Assigned task:
In the listing below, print exactly the lines between the line holding "middle pip: (287, 293)" and the line holding "pinky tip: (266, 400)", inclusive, and no more.

+++ Supplied records

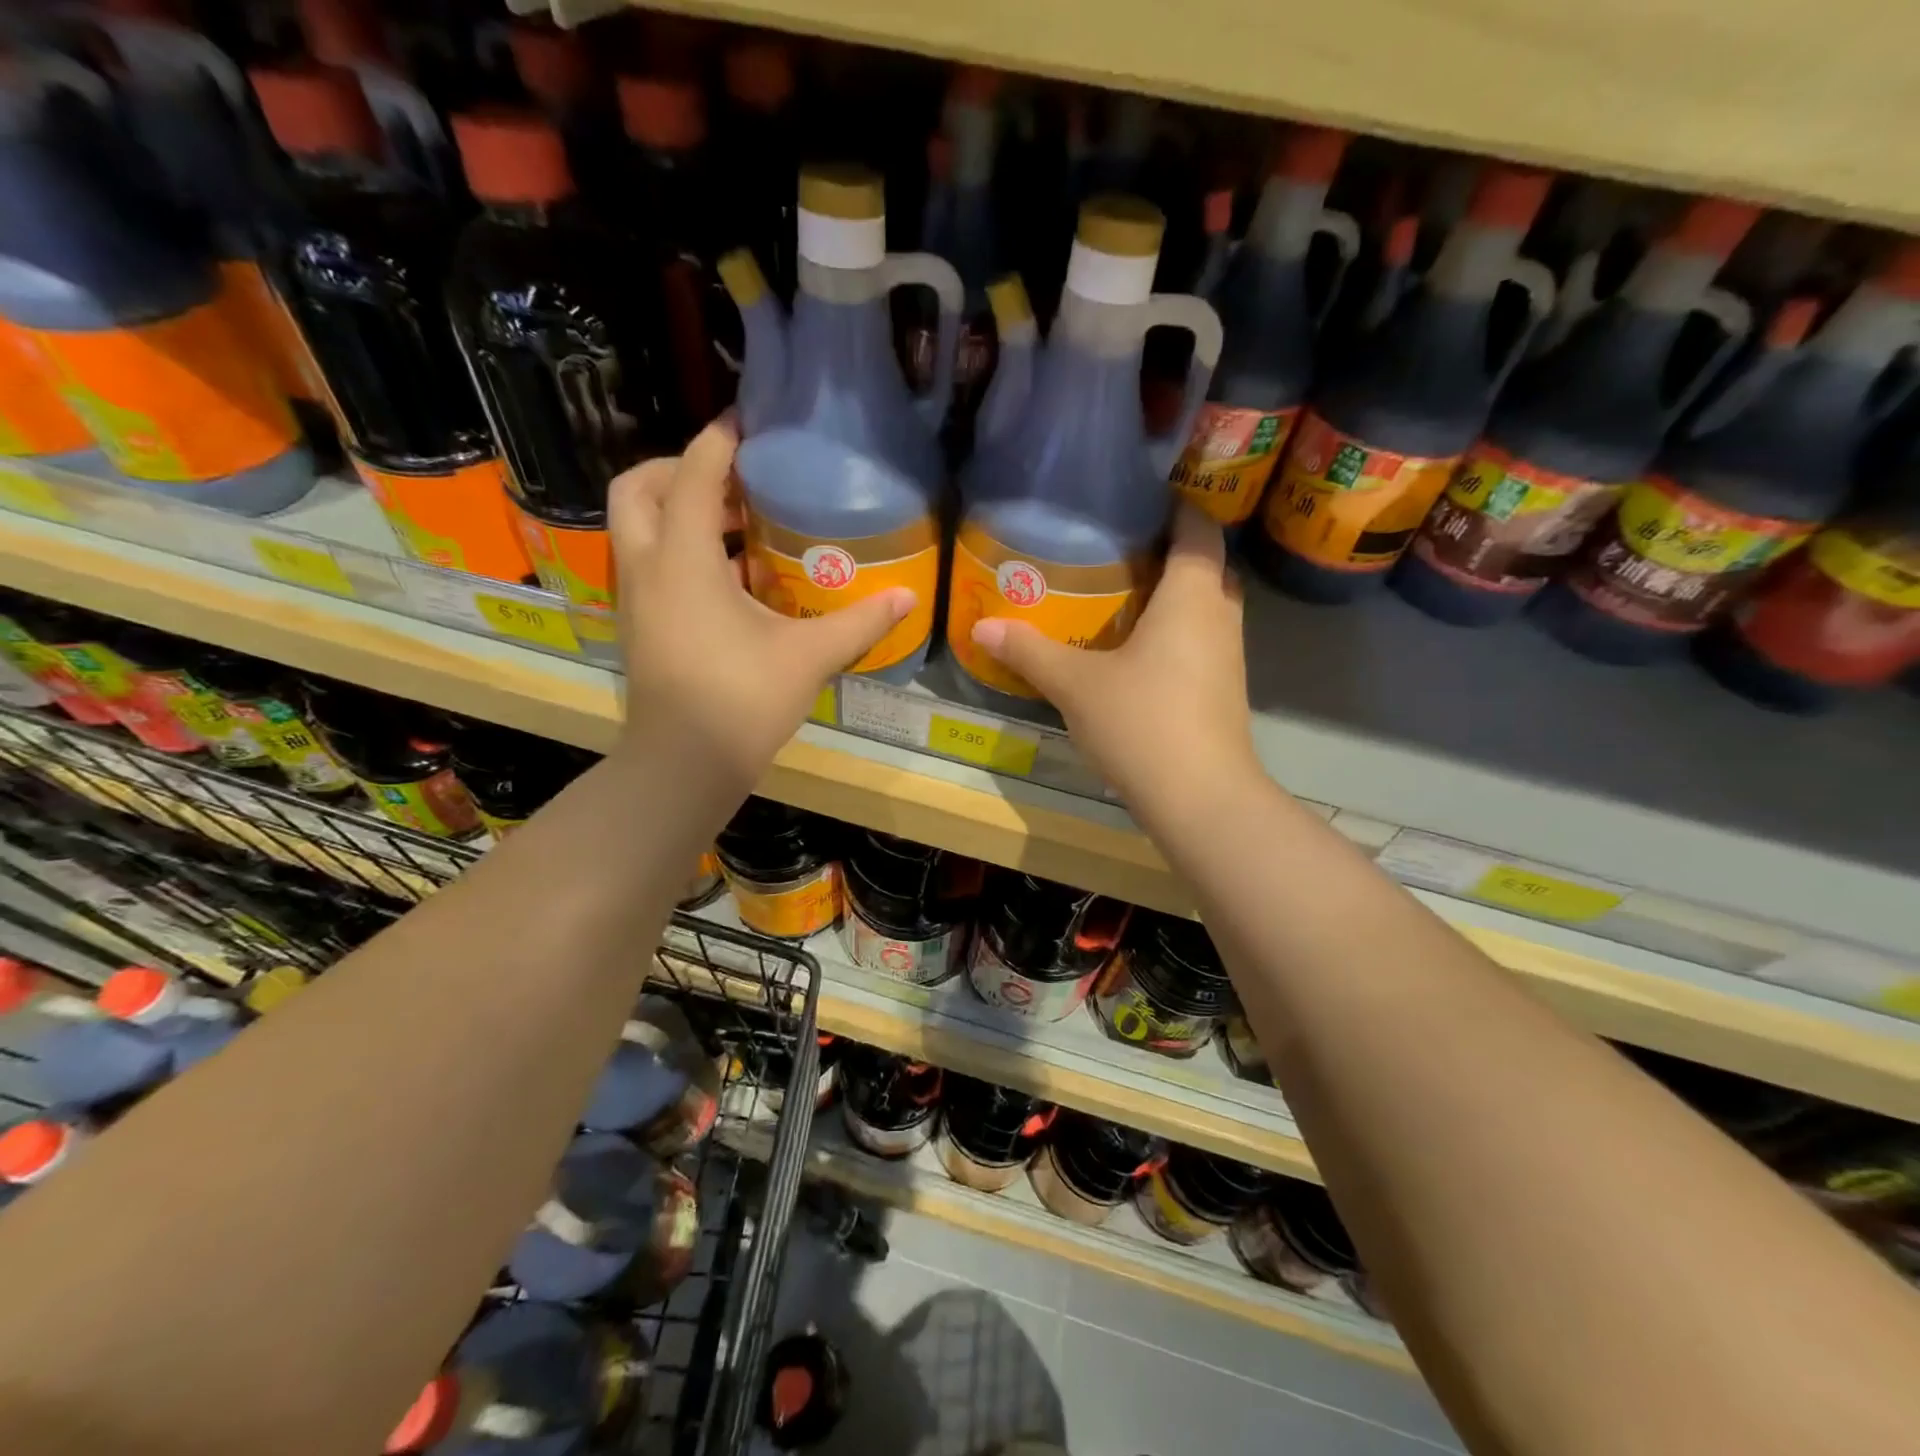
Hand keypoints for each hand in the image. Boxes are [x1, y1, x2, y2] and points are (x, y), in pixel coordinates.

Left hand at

++++++
+++ Supplied records

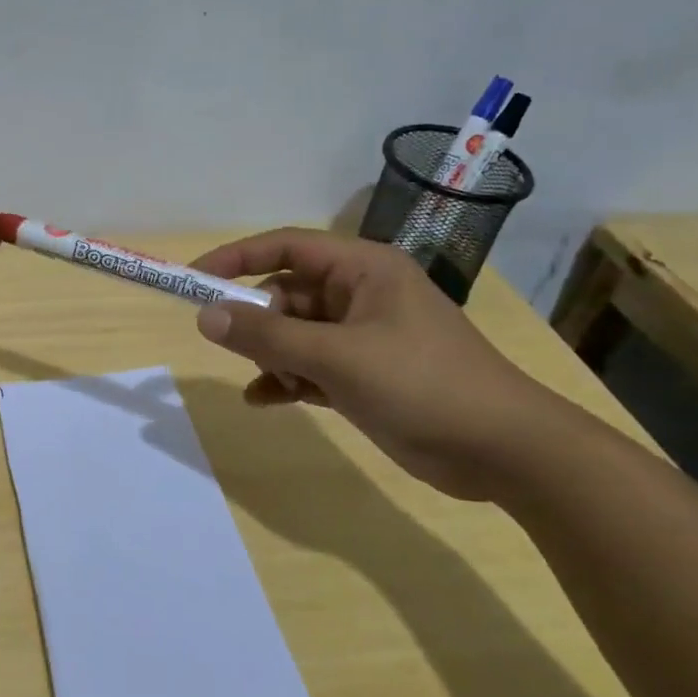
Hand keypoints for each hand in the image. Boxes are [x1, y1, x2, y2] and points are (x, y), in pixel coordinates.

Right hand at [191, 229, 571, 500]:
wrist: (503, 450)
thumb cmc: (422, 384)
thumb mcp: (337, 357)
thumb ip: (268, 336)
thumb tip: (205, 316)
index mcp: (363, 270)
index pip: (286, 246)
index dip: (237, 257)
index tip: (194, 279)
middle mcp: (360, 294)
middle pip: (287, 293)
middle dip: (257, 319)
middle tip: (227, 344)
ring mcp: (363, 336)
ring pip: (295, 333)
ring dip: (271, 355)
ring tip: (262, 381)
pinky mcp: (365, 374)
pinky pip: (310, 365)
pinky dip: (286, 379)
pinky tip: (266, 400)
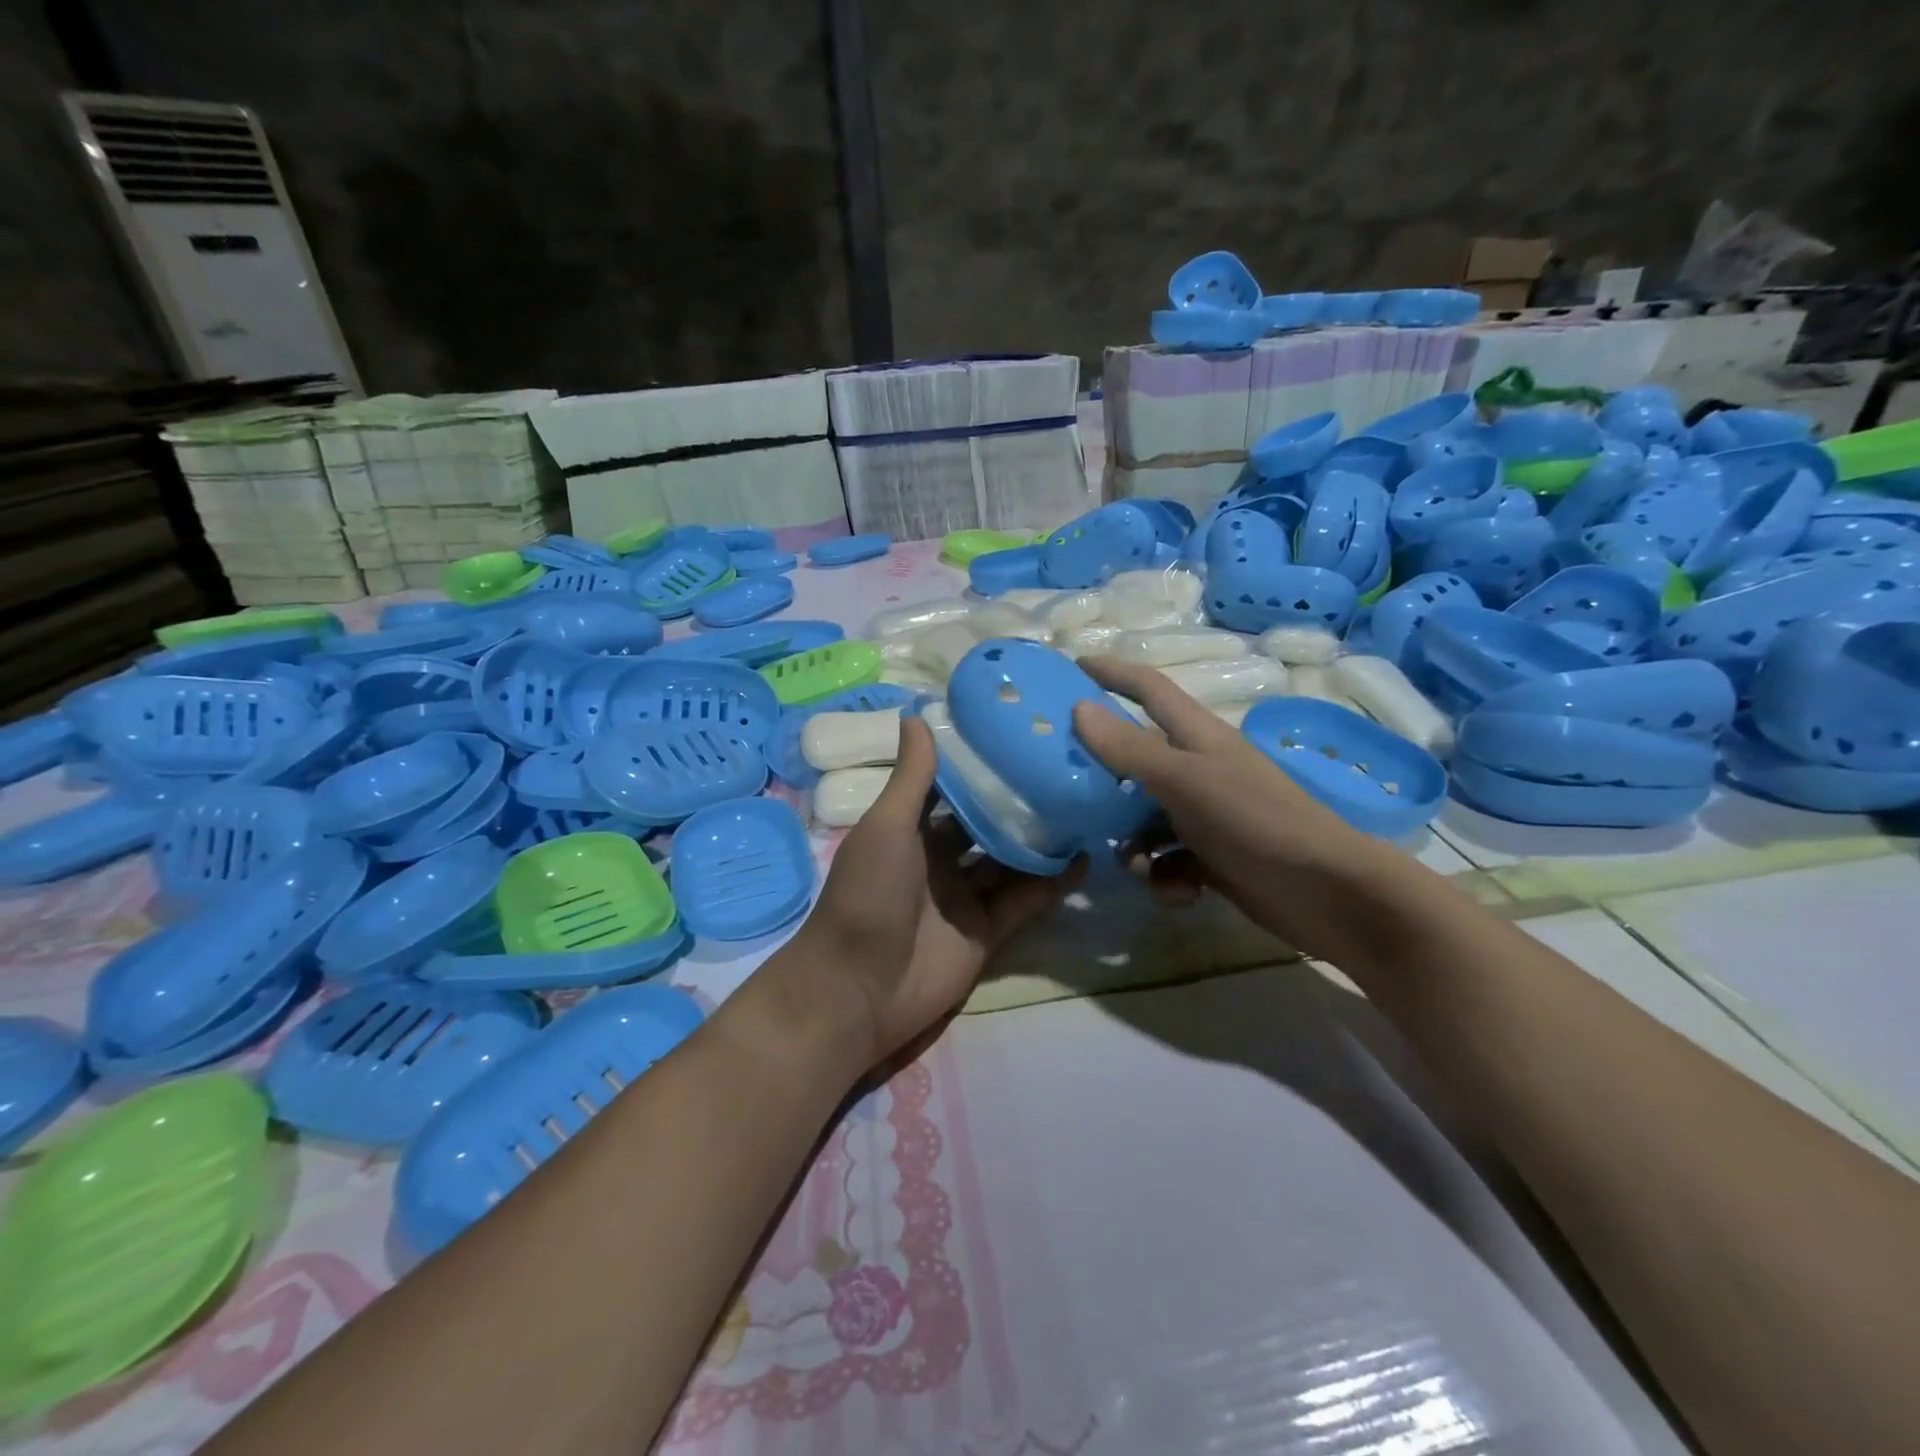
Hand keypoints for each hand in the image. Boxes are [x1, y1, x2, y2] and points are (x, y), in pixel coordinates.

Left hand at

++++++

Written response:
middle pip: (287, 293)
middle dip: (257, 319)
middle tip: (227, 344)
ring mcp: (363, 336)
ring pip: (295, 333)
ring dip: (271, 355)
ring tip: (262, 381)
pinky mcp: (365, 374)
pinky pip: (310, 365)
pinky dip: (286, 379)
pinky tip: (266, 400)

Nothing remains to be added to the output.